Copyright (c) 2016 Baptist Press. Reprinted from Baptist Press (www.baptistpress.com), news service of the Southern Baptist Convention. The original story can be found at http://www.bpnews.net/47733/massachusetts-churches-sue-over-antibias-law
BOSTON (BP) — Four Massachusetts churches and their pastors filed a pre-emptive lawsuit in October in an attempt to halt application of a newly amended state law requiring pastors to temper their speech and churches to allow transgender persons to use the bathroom of their choice.
In July, Massachusetts legislators amended General Law 272, known as “Crimes against Chastity, Morality, Decency and Good Order,” to add gender identity to the list of protected classes. Neither the law nor the amendment offer religious exemptions from compliance or name religious institutions as places of public accommodation. But in their interpretation of the law, the Massachusetts Commission against Discrimination (MCAD) and Attorney General Maura Healey declared “houses of worship” can be subject to the rule and its penalties if they host a “secular” event.
The law also prohibits speech that “discriminates” or “incites” discrimination, which could apply to church staff offering biblical teaching about God’s design for men, women and human sexuality.
Violators could be fined up to $2,500 and face up to one year in prison — or both.

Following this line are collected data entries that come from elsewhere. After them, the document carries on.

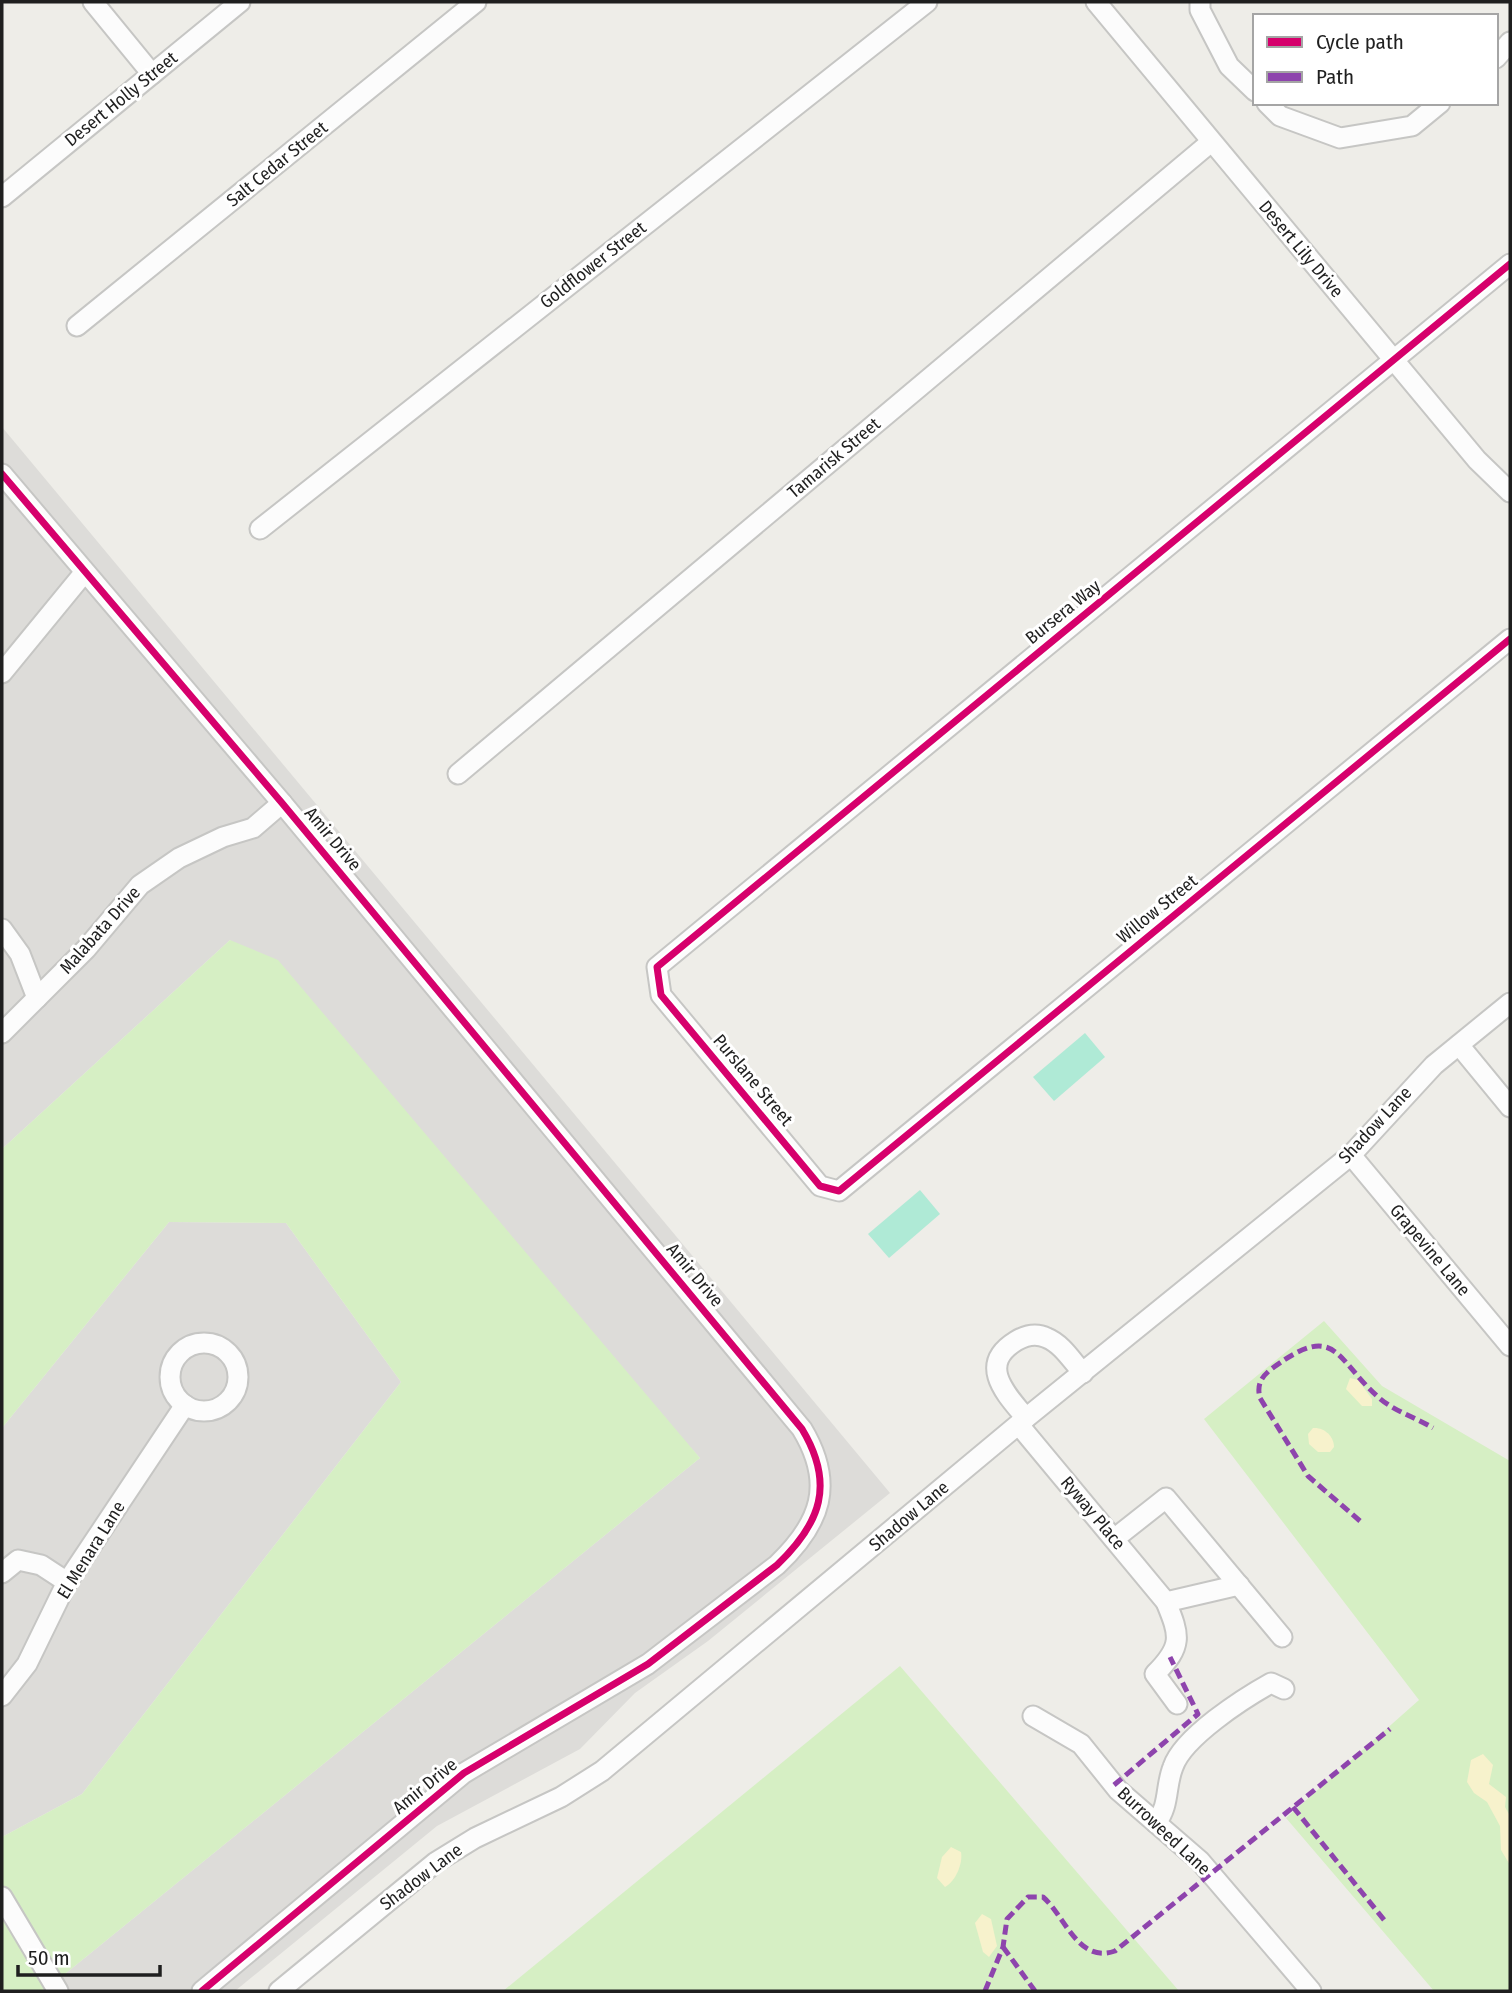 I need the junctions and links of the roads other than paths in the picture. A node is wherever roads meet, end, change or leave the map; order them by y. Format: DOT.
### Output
graph roads {
  1 [pos="93,2"];
  2 [pos="240,2"];
  3 [pos="477,2"];
  4 [pos="927,2"];
  5 [pos="1096,2"];
  6 [pos="1199,2"];
  7 [pos="1510,42"];
  8 [pos="1498,56"];
  9 [pos="152,74"];
  10 [pos="1253,89"];
  11 [pos="1269,105"];
  12 [pos="1438,105"];
  13 [pos="1211,142"];
  14 [pos="2,197"];
  15 [pos="1510,264"];
  16 [pos="77,326"];
  17 [pos="1394,360"];
  18 [pos="2,474"];
  19 [pos="1510,492"];
  20 [pos="260,529"];
  21 [pos="84,573"];
  22 [pos="1510,639"];
  23 [pos="2,673"];
  24 [pos="458,774"];
  25 [pos="282,803"];
  26 [pos="2,929"];
  27 [pos="662,995"];
  28 [pos="37,998"];
  29 [pos="1510,1003"];
  30 [pos="2,1033"];
  31 [pos="1459,1045"];
  32 [pos="1510,1107"];
  33 [pos="1351,1155"];
  34 [pos="820,1186"];
  35 [pos="1510,1346"];
  36 [pos="1083,1373"];
  37 [pos="185,1405"];
  38 [pos="1023,1422"];
  39 [pos="1114,1539"];
  40 [pos="2,1573"];
  41 [pos="67,1582"];
  42 [pos="1239,1585"];
  43 [pos="1166,1602"];
  44 [pos="1282,1637"];
  45 [pos="1284,1689"];
  46 [pos="2,1696"];
  47 [pos="1177,1704"];
  48 [pos="1033,1716"];
  49 [pos="1156,1823"];
  50 [pos="2,1896"];
  51 [pos="58,1991"];
  52 [pos="202,1991"];
  53 [pos="279,1991"];
  54 [pos="1311,1991"];
  1 -- 9 [label="street"];
  2 -- 9 [label="street, Desert Holly Street"];
  3 -- 16 [label="street, Salt Cedar Street"];
  4 -- 20 [label="street, Goldflower Street"];
  5 -- 13 [label="street, Desert Lily Drive"];
  6 -- 10 [label="street"];
  7 -- 8 [label="street"];
  9 -- 14 [label="street, Desert Holly Street"];
  11 -- 12 [label="street"];
  13 -- 17 [label="street, Desert Lily Drive"];
  13 -- 24 [label="street, Tamarisk Street"];
  15 -- 17 [label="street, Bursera Way"];
  17 -- 19 [label="street, Desert Lily Drive"];
  17 -- 27 [label="street, Bursera Way"];
  18 -- 21 [label="street, Amir Drive"];
  21 -- 23 [label="street"];
  21 -- 25 [label="street, Amir Drive"];
  22 -- 34 [label="street, Willow Street"];
  25 -- 28 [label="street, Malabata Drive"];
  25 -- 52 [label="street, Amir Drive"];
  26 -- 28 [label="street"];
  27 -- 34 [label="street, Purslane Street"];
  28 -- 30 [label="street, Malabata Drive"];
  29 -- 31 [label="street, Shadow Lane"];
  31 -- 32 [label="street"];
  31 -- 33 [label="street, Shadow Lane"];
  33 -- 35 [label="street, Grapevine Lane"];
  33 -- 36 [label="street, Shadow Lane"];
  36 -- 38 [label="street, Shadow Lane"];
  36 -- 38 [label="street, Ryway Place"];
  37 -- 41 [label="street, El Menara Lane"];
  38 -- 39 [label="street, Ryway Place"];
  38 -- 53 [label="street, Shadow Lane"];
  39 -- 42 [label="street"];
  39 -- 43 [label="street, Ryway Place"];
  40 -- 41 [label="street"];
  41 -- 46 [label="street, El Menara Lane"];
  42 -- 43 [label="street"];
  42 -- 44 [label="street"];
  43 -- 47 [label="street, Ryway Place"];
  45 -- 49 [label="street"];
  48 -- 49 [label="street, Burroweed Lane"];
  49 -- 54 [label="street, Burroweed Lane"];
  50 -- 51 [label="street"];
}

Churches chose to challenge the law before the state revoked their right to operate according to their faith. The complaint, filed Oct. 11 by Alliance Defending Freedom, asks a U.S. District Court to stop enforcement of the law against the plaintiffs while the court battle plays out. The suit contends the law violates the plaintiffs’ rights under the U.S. Constitution’s First and 14th Amendments. Healey and three MCAD members are named as defendants.
Plaintiffs in the lawsuit include Horizon Christian Fellowship, Swansea Abundant Life Church, House of Destiny Ministries, Faith Christian Fellowship of Haverhill, and their pastors.
The complaint, Horizon Christian Fellowship v. Williamson, argues the interpretation of the law ignores the church’s role as an institution of worship to God and service to the community. The two roles are not mutually exclusive.
“In all the churches’ activities, they are communicating their understanding of God’s truth, and refraining from communicating messages that violate the churches’ understanding of God’s truth,” the lawsuit states. “Requiring the churches to allow individuals to use the facilities reserved for the opposite biological sex contradicts the churches’ message about God’s intention and purpose for human sexuality.”
Pastors, speaking from the pulpit, a public forum, or on electronic media also could be held personally accountable to the law. Out of fear of reprisals, the pastors have begun to self-censor their speech, according to the lawsuit.
With no religious exemptions, the law that purports to protect chastity, morality, decency, and good order will be applied against churches on a case-by-case basis, according to MCAD. That, the lawsuit states, “invests in [MCAD] the power to decide which religious beliefs, practices, and doctrines of the churches regarding sex are acceptable, and which ones are not.”